F. Esposito F. Esposito - 24 days ago 8
HTML Question

Regex with HTML tags and escaped characters

I have this text:



<h5 class="subblocksubhead subsubsectionhead first"><b>Messaggi inseriti</b></h5>
<dl class="blockrow stats">
<dt><b>Messaggi inseriti</b></dt>
<dd> 81</dd>
</dl>
<dl class="blockrow stats">
<dt>Media dei messaggi giornalieri</dt>
<dd> 0.02</dd>
</dl>


and I'm trying to extract the
" 81"
using this code:

regex_message_sent_num=r'Messaggi inseriti<.+>\n\t\t<.+?>(\s.+)<.+?>'
pattern_message_sent_num=re.compile(regex_message_sent_num)
results_message_sent_num=re.findall(pattern_message_sent_num,html_text)


I always get an empty list as output, whereas when I test the code here I get the right extraction.

Any idea what I'm doing wrong? The HTML comes from a webpage from which I'm trying to extract some visible data as exercise.

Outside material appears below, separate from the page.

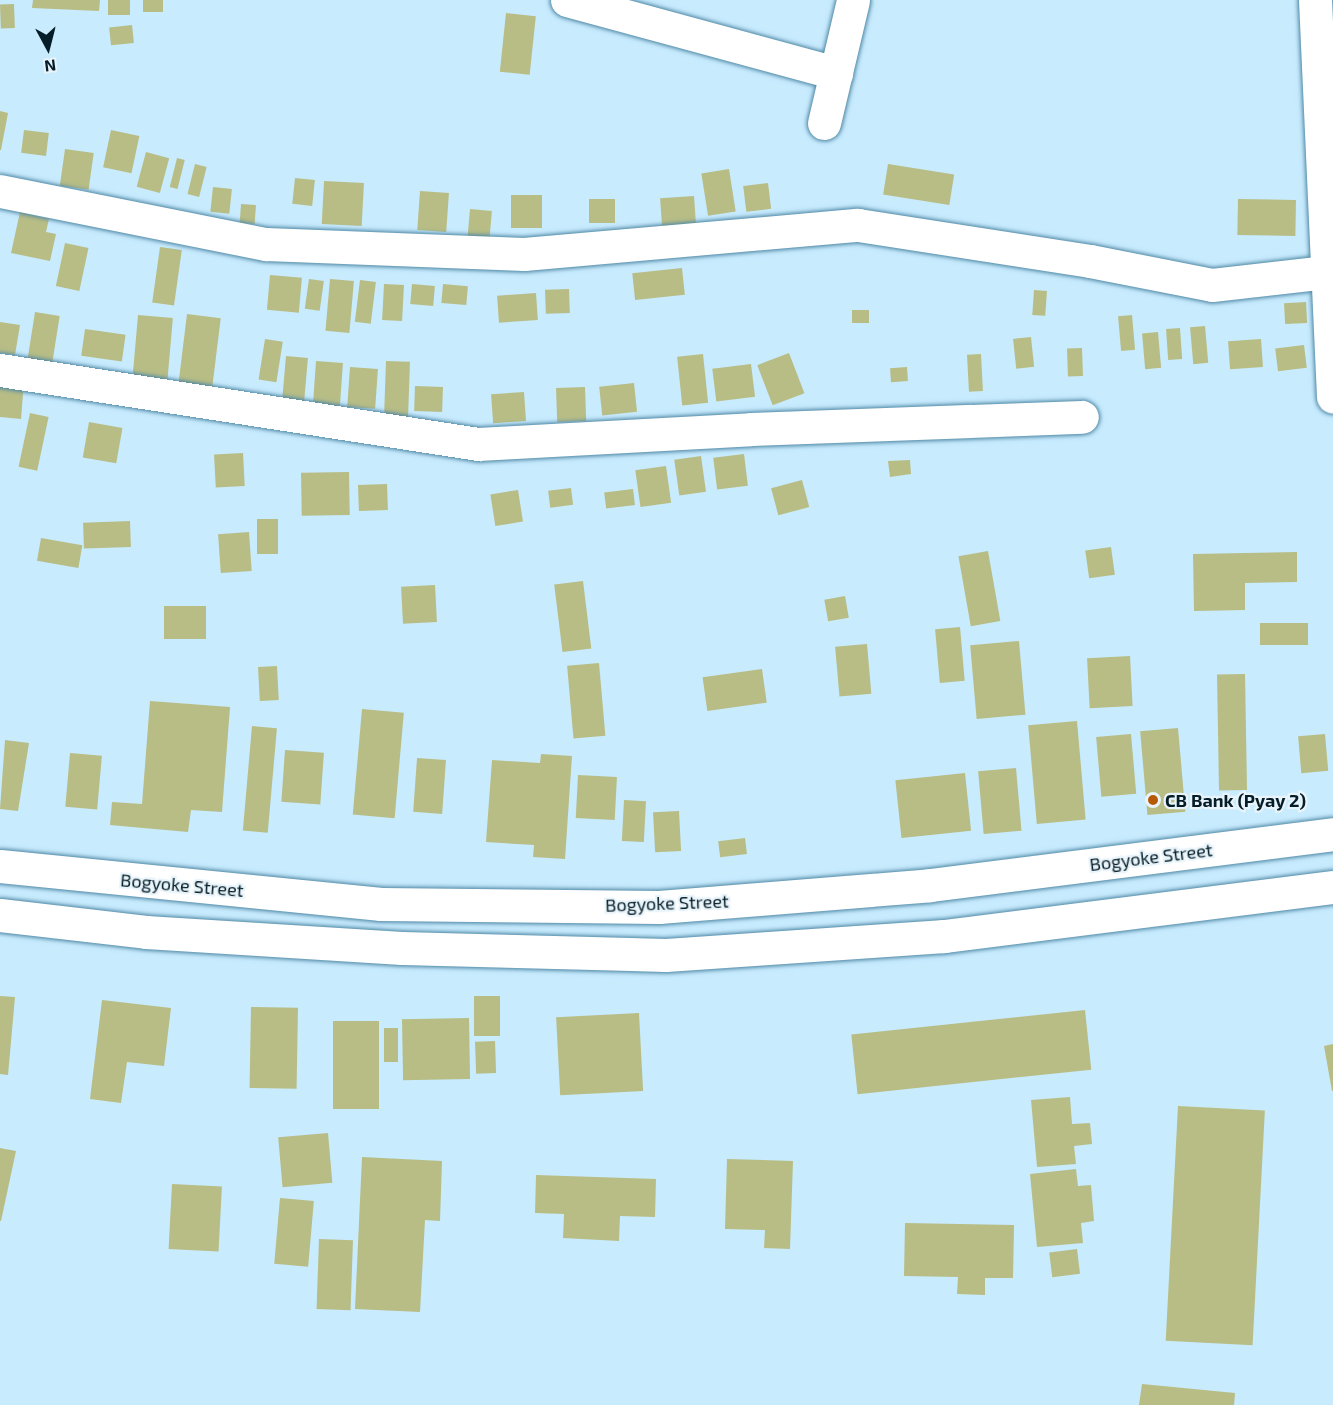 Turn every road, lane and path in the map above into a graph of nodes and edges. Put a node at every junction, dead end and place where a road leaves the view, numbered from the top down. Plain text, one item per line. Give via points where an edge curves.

I tested the regex on the HTML text saved from chrome browser.

Answer Source

Use an HTML Parser instead, like BeautifulSoup.

Using the text search and the find_next_sibling() method:

from bs4 import BeautifulSoup

data = """
<div>
    <dl class="blockrow stats">
        <dt><b>Messaggi inseriti</b></dt>
        <dd> 81</dd>
    </dl>
    <dl class="blockrow stats">
        <dt>Media dei messaggi giornalieri</dt>
        <dd> 0.02</dd>
    </dl>
</div>"""

soup = BeautifulSoup(data, "html.parser")

label = soup.find("dt", text="Messaggi inseriti")
print(label.find_next_sibling("dd").get_text(strip=True))

Prints 81.